In the testing regime, the \(P(\chi^2 \geq \chi^2_{min};\nu) = 0.055\). This \(P\) value indicates that approximately 5% of the time, the random variable normalised residuals would be distributed in such a manner. This extrapolation is pushing the bounds of the model. In this case, there is insufficient evidence to say that there has been a noticeable downwards trend in \(\textrm{CO}_2\) production over the year \(2020\).
fig, ax = plt.subplots(3, 1, figsize=(10, 10))
fig.subplots_adjust(hspace=0.4)
dur_cycle = cycler(
color=[colours.durham.ink, colours.durham.purple, colours.durham.red]
)
for i, model_ in enumerate([train, val, test]):
# Formatting
ax[i].set_xlabel("Years")
ax[i].set_ylabel(r"$\textrm{CO}_2$ (ppm)")
ax[i].set_prop_cycle(dur_cycle)
# Data
ax[i].plot(model_.x, model_.fit_data(), label=model_.name)
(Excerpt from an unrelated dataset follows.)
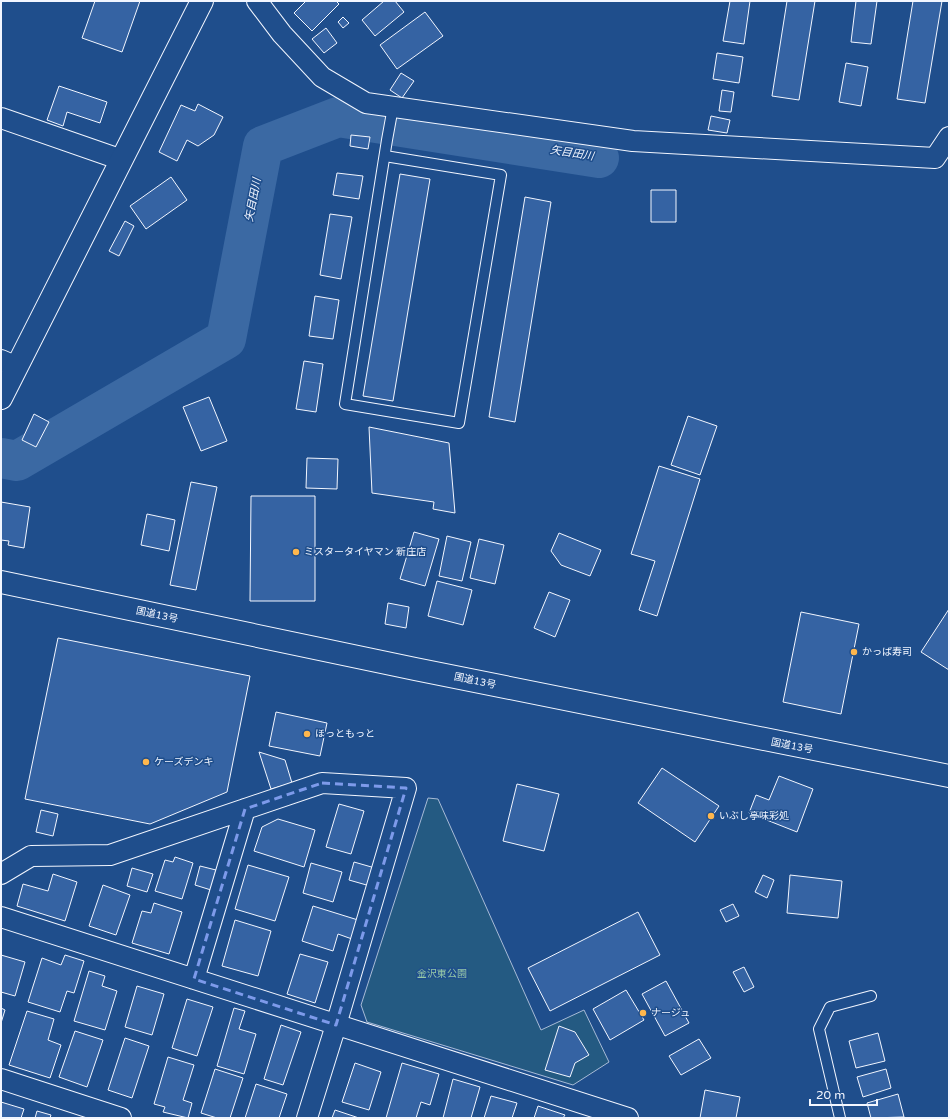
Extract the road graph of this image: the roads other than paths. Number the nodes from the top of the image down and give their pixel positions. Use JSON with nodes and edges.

ax[i].errorbar(model_.x, model_.y, model_.sigma, linestyle="")
ax[i].legend()
ax[1].set_xticks([2018, 2019, 2020])
ax[2].set_xticks([2020, 2021, 2021])
[<matplotlib.axis.XTick at 0x7f3a0a9e5480>,
<matplotlib.axis.XTick at 0x7f3a0a9e5450>,
<matplotlib.axis.XTick at 0x7f3a0a9e5330>]
Discussion#
The linear-regression model developed in the previous section does not account for any global effects that vary the average behaviour of the \(\textrm{CO}_2\) concentration in the previous section. When using the \(\chi^2\) statistic, this returns very poor fits over many years due to significant variances, exemplified by the 90s. However, a small window representing the general overall trend without high variance, like the period of 2018 and 2019, can present a good fit. Towards the end of the year 2021, the residuals of the data points are all negative. This could be the presence of Covid-19; however, the residuals are similar in size to the uncertainty, resulting in the high \(\chi^2\) value.
More can be read about using the \(\textrm{CO}_2\) concentration in the atmosphere to detect the pandemic.
Note
The TLDR of the article from the NOAA, is that global \(\textrm{CO}_2\) concentrations are buffered by release from the ocean and that fires in the southern hemisphere, could have offset the \(\textrm{CO}_2\) emission decrease.